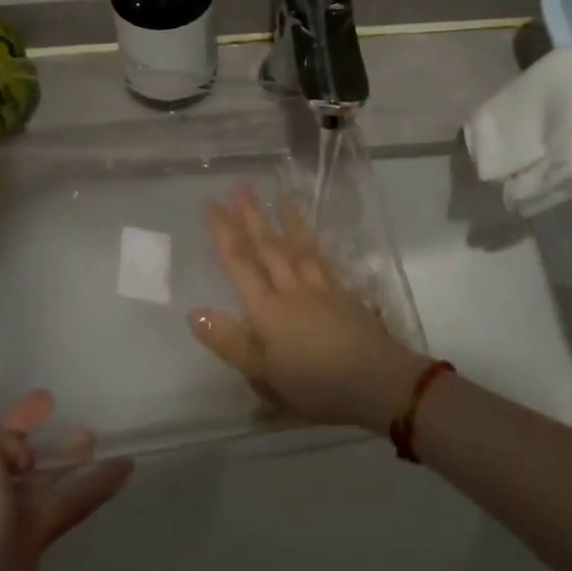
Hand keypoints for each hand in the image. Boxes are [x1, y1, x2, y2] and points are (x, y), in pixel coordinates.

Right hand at [190, 184, 428, 431]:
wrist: (377, 381)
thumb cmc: (315, 384)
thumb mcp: (264, 374)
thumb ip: (230, 342)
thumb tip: (194, 313)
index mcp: (267, 310)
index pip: (239, 264)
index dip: (224, 233)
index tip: (212, 204)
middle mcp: (292, 290)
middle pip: (268, 247)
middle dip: (252, 217)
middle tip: (241, 186)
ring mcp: (321, 289)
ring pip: (299, 248)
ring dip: (287, 221)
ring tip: (281, 196)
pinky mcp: (345, 295)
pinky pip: (324, 261)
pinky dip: (314, 245)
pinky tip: (312, 238)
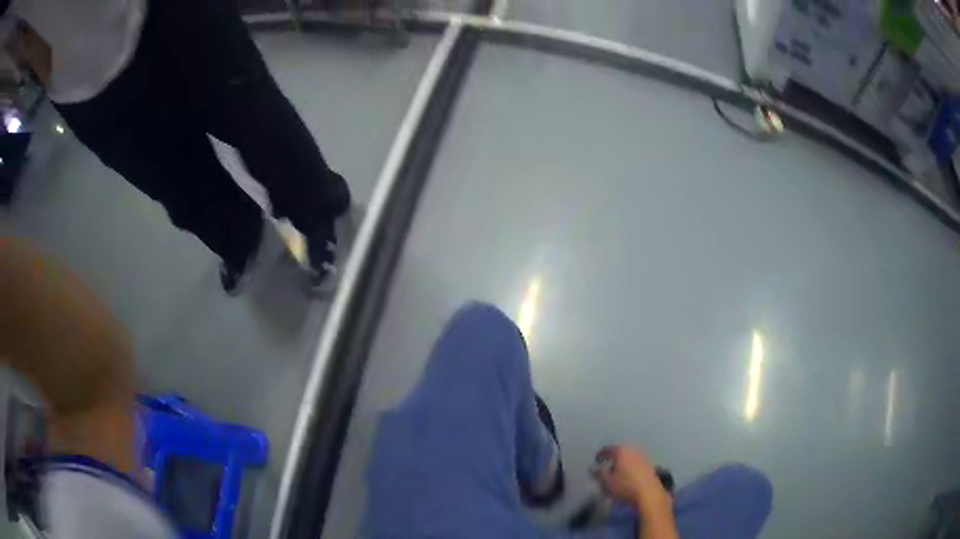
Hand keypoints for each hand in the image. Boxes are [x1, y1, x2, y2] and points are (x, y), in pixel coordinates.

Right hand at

◇ ◇ ◇

Exercise instructions
In the listing above, find the line with "thumb ip: (230, 342)" and the line with "pinky pip: (324, 261)", then print exactly those two lines and every line between them, and nothing more.

Result
thumb ip: (230, 342)
thumb tip: (194, 313)
index mcp: (267, 310)
index pip: (239, 264)
index dip: (224, 233)
index tip: (212, 204)
middle mcp: (292, 290)
middle pip: (268, 247)
middle dip: (252, 217)
middle tip: (241, 186)
ring mcp: (321, 289)
ring pip: (299, 248)
ring dip: (287, 221)
ring tip: (281, 196)
pinky mcp: (345, 295)
pinky pip: (324, 261)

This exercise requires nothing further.